Tuesday, August 28, 2007

Passport Office really does spend £1 million a month on consultants

Back in June, I posted about a strange anonymous SMS that had appeared in one of the free London papers. It claimed that the Identity and Passport Service was spending £1 million a month on contract consultancy fees.

It turns out that the figure is almost correct, they're actually spending about £1.14 million a month instead. But what's a hundred grand or so between friends huh? In figures released under the Freedom of Information Act it seem that over the past three years the cost of consultancy by IPS on the ID Cards and Identity Service has been £31.6 million.

Last year was the really big year where the consultancy cost was £22.2 million. The average pay rate as of June on consultants was, including VAT, £701 per day. At the same time the office was employing 82 consultants. That works out to a total monthly bill (based on a four week month) of £1.14 million.

11 comments:

Johnny Norfolk said...

Have you noticed the BBC never investigates things like this anymore since they came to power.

Vindico said...

What do they need consultants for? To hold their hand?
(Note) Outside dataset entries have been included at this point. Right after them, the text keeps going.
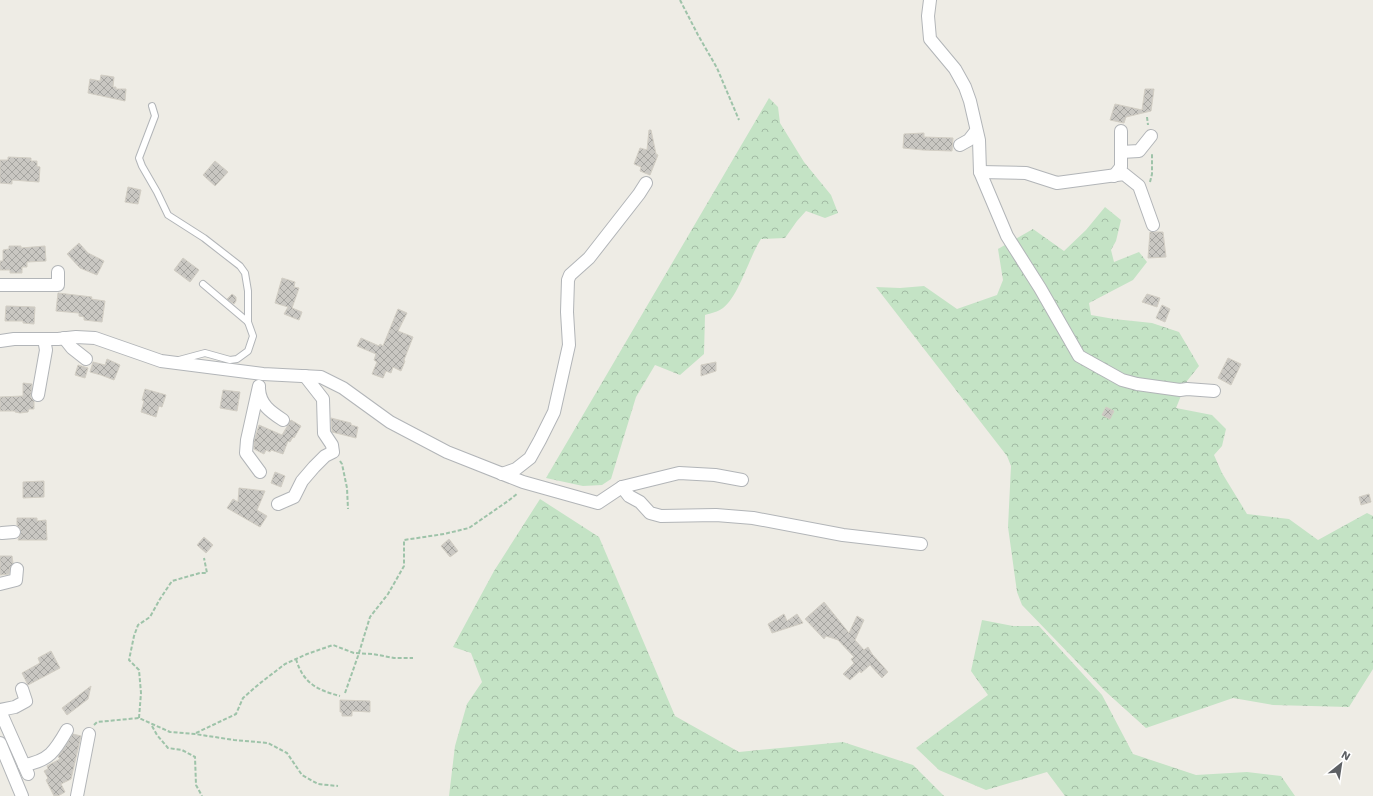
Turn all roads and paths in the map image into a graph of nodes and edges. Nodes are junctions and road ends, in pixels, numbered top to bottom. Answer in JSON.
{"nodes":[{"id":1,"x":680,"y":0,"type":"edge"},
{"id":2,"x":930,"y":0,"type":"edge"},
{"id":3,"x":152,"y":106,"type":"dead end"},
{"id":4,"x":739,"y":120,"type":"dead end"},
{"id":5,"x":976,"y":131,"type":"junction"},
{"id":6,"x":1121,"y":131,"type":"dead end"},
{"id":7,"x":1151,"y":136,"type":"dead end"},
{"id":8,"x":960,"y":145,"type":"dead end"},
{"id":9,"x":1121,"y":152,"type":"junction"},
{"id":10,"x":980,"y":172,"type":"junction"},
{"id":11,"x":1114,"y":176,"type":"junction"},
{"id":12,"x":646,"y":183,"type":"dead end"},
{"id":13,"x":1153,"y":225,"type":"dead end"},
{"id":14,"x":58,"y":272,"type":"dead end"},
{"id":15,"x":202,"y":284,"type":"dead end"},
{"id":16,"x":0,"y":285,"type":"edge"},
{"id":17,"x":248,"y":322,"type":"junction"},
{"id":18,"x":64,"y":338,"type":"junction"},
{"id":19,"x":44,"y":339,"type":"junction"},
{"id":20,"x":0,"y":341,"type":"edge"},
{"id":21,"x":86,"y":359,"type":"dead end"},
{"id":22,"x":165,"y":361,"type":"junction"},
{"id":23,"x":306,"y":376,"type":"junction"},
{"id":24,"x":259,"y":380,"type":"junction"},
{"id":25,"x":1214,"y":390,"type":"dead end"},
{"id":26,"x":38,"y":395,"type":"dead end"},
{"id":27,"x":283,"y":420,"type":"dead end"},
{"id":28,"x":333,"y":452,"type":"junction"},
{"id":29,"x":260,"y":472,"type":"dead end"},
{"id":30,"x":507,"y":476,"type":"junction"},
{"id":31,"x":742,"y":480,"type":"dead end"},
{"id":32,"x":622,"y":487,"type":"junction"},
{"id":33,"x":278,"y":504,"type":"dead end"},
{"id":34,"x":348,"y":509,"type":"dead end"},
{"id":35,"x":921,"y":544,"type":"dead end"},
{"id":36,"x":204,"y":558,"type":"dead end"},
{"id":37,"x":17,"y":569,"type":"dead end"},
{"id":38,"x":0,"y":584,"type":"edge"},
{"id":39,"x":413,"y":658,"type":"dead end"},
{"id":40,"x":296,"y":659,"type":"junction"},
{"id":41,"x":22,"y":689,"type":"dead end"},
{"id":42,"x":345,"y":693,"type":"dead end"},
{"id":43,"x":340,"y":696,"type":"dead end"},
{"id":44,"x":0,"y":710,"type":"edge"},
{"id":45,"x":139,"y":718,"type":"junction"},
{"id":46,"x":151,"y":725,"type":"junction"},
{"id":47,"x":67,"y":730,"type":"dead end"},
{"id":48,"x":89,"y":734,"type":"joint"},
{"id":49,"x":195,"y":734,"type":"junction"},
{"id":50,"x":0,"y":743,"type":"edge"},
{"id":51,"x":338,"y":786,"type":"dead end"},
{"id":52,"x":22,"y":796,"type":"edge"},
{"id":53,"x":77,"y":796,"type":"edge"},
{"id":54,"x":202,"y":796,"type":"edge"}],
"edges":[{"from":1,"to":4,"type":"path"},
{"from":2,"to":5,"type":"street"},
{"from":3,"to":17,"type":"lane"},
{"from":5,"to":8,"type":"street"},
{"from":5,"to":10,"type":"street"},
{"from":6,"to":9,"type":"street"},
{"from":7,"to":9,"type":"street"},
{"from":9,"to":11,"type":"street"},
{"from":10,"to":11,"type":"street"},
{"from":10,"to":25,"type":"street"},
{"from":11,"to":13,"type":"street"},
{"from":12,"to":30,"type":"street"},
{"from":14,"to":16,"type":"street"},
{"from":15,"to":17,"type":"lane"},
{"from":17,"to":22,"type":"lane"},
{"from":18,"to":19,"type":"street"},
{"from":18,"to":21,"type":"street"},
{"from":18,"to":22,"type":"street"},
{"from":19,"to":20,"type":"street"},
{"from":19,"to":26,"type":"street"},
{"from":22,"to":24,"type":"street"},
{"from":23,"to":24,"type":"street"},
{"from":23,"to":28,"type":"street"},
{"from":23,"to":30,"type":"street"},
{"from":24,"to":27,"type":"street"},
{"from":24,"to":29,"type":"street"},
{"from":28,"to":33,"type":"street"},
{"from":28,"to":34,"type":"path"},
{"from":30,"to":32,"type":"street"},
{"from":30,"to":42,"type":"path"},
{"from":31,"to":32,"type":"street"},
{"from":32,"to":35,"type":"street"},
{"from":36,"to":45,"type":"path"},
{"from":37,"to":38,"type":"street"},
{"from":39,"to":40,"type":"path"},
{"from":40,"to":43,"type":"path"},
{"from":40,"to":49,"type":"path"},
{"from":41,"to":44,"type":"street"},
{"from":44,"to":47,"type":"street"},
{"from":45,"to":46,"type":"path"},
{"from":45,"to":48,"type":"path"},
{"from":46,"to":49,"type":"path"},
{"from":46,"to":54,"type":"path"},
{"from":48,"to":53,"type":"street"},
{"from":49,"to":51,"type":"path"},
{"from":50,"to":52,"type":"street"}]}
Although to be honest I just applied for a new passport, i sent the forms off on the friday and had the new passport delivered on the wednesday. Pretty good service.

Chris Paul said...

What do these consultants do? Carry Heckler and Koch subbies around airports? Run computer systems? Please explain. The bare figures are never enough for me. I want meaning.

dizzy said...

Hmmmm there was a File on Four about ID cards in general actually. Not listened to it mind.

dizzy said...

Chris, they're mostly IT consultants. Business analysts, project managers. What do they do? They make mountains of pointless documentation probably that then has to go through some anally slow sign off process and then someone decides to change something and it all starts again.

Newmania said...

Dizzy , we have seen under new Labour a new epoch in the misuse of figures and an argument looming is that over the costs of ID cards .I have heard estimates ranging form £5 billion to £20 billion. Both of these figures are staggering when 3% growth nets about £5 billion to the exchequer.
It is already clear that New L are going to want to hide as much of this as they can in the passport upgrade and define it away from this already discredited waste.
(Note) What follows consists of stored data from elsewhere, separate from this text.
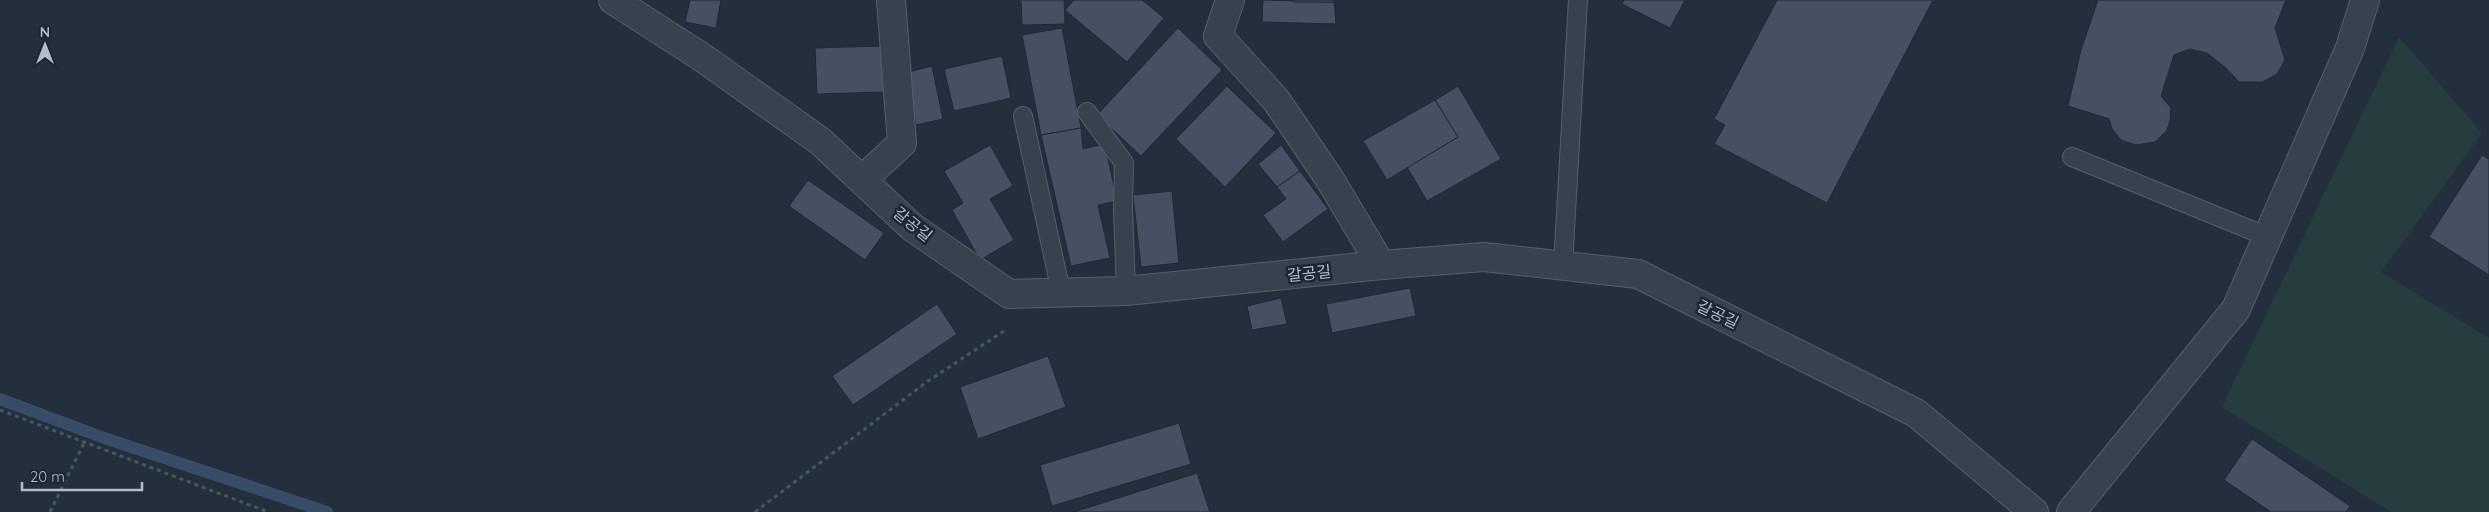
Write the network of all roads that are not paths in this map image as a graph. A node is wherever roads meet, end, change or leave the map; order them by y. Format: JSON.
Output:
{"nodes":[{"id":1,"x":613,"y":0,"type":"edge"},
{"id":2,"x":891,"y":0,"type":"edge"},
{"id":3,"x":1230,"y":0,"type":"edge"},
{"id":4,"x":1578,"y":0,"type":"edge"},
{"id":5,"x":2365,"y":0,"type":"edge"},
{"id":6,"x":1087,"y":112,"type":"dead end"},
{"id":7,"x":1023,"y":116,"type":"dead end"},
{"id":8,"x":2072,"y":157,"type":"dead end"},
{"id":9,"x":862,"y":180,"type":"junction"},
{"id":10,"x":2268,"y":237,"type":"junction"},
{"id":11,"x":1381,"y":265,"type":"junction"},
{"id":12,"x":1563,"y":266,"type":"junction"},
{"id":13,"x":1126,"y":291,"type":"junction"},
{"id":14,"x":1061,"y":292,"type":"junction"},
{"id":15,"x":2034,"y":512,"type":"edge"},
{"id":16,"x":2071,"y":512,"type":"edge"}],
"edges":[{"from":1,"to":9,"type":"street","name":"갈공길"},
{"from":2,"to":9,"type":"street"},
{"from":3,"to":11,"type":"street"},
{"from":4,"to":12,"type":"lane"},
{"from":5,"to":10,"type":"street"},
{"from":6,"to":13,"type":"lane"},
{"from":7,"to":14,"type":"lane"},
{"from":8,"to":10,"type":"lane"},
{"from":9,"to":14,"type":"street","name":"갈공길"},
{"from":10,"to":16,"type":"street"},
{"from":11,"to":12,"type":"street","name":"갈공길"},
{"from":11,"to":13,"type":"street","name":"갈공길"},
{"from":12,"to":15,"type":"street","name":"갈공길"},
{"from":13,"to":14,"type":"street","name":"갈공길"}]}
I was wondering if they were funnelling passport money into preparatory work for ID cards . The contracts are already out I was reading in Private Eye.This means less than it might appear but I think politically its very hard for brown to undo the work he defended implicitly by membership of the government. Additionally he has a long history of doing surprisingly little but looking for things that work to take credit for .
(Did you know that major had already agreed and planed the hand over of interest rates to the B of E. It was part of the Maastricht negotiation.)

The money going into passports is going to bear some very careful watching and the presentation of ID card costs is going to be a lie . I am relying on you to tease out the truth while I get on with vaguely opining in a pointless and easy way

Mountjoy said...

It's ridiculous, isn't it, all these consultants whilst they're closing A&E Departments basically on cost grounds (although they claim it is 'efficiency').

45govt said...

Don't forget, all these consultants will remember who to vote for if their gravy train comes under threat.

James said...

Expensive at half the price.

Vasey said...

The things that could be done with that money are just staggering. We could have a rail network worthy of the name again, we could upgrade our broadband infrastructure beyond all recognition, we could keep God only knows how many hospitals open, we could have thousands upon thousands more police on the streets, or whatever. Pick your favourite. Instead we get . . . ID cards. Yay!

Anonymous said...

Consultants are not all IT box-tickers (and IT box tickers cost less than £2k per day to hire).

The point of hiring consultants for government projects is to transfer efficient processes and working practices from the private sector - i.e. to save money (or to deliver better services).

Based on the people I know who've worked on such projects, some deliver value, others don't. But it's daft to suggest that it's a waste-of-money black hole.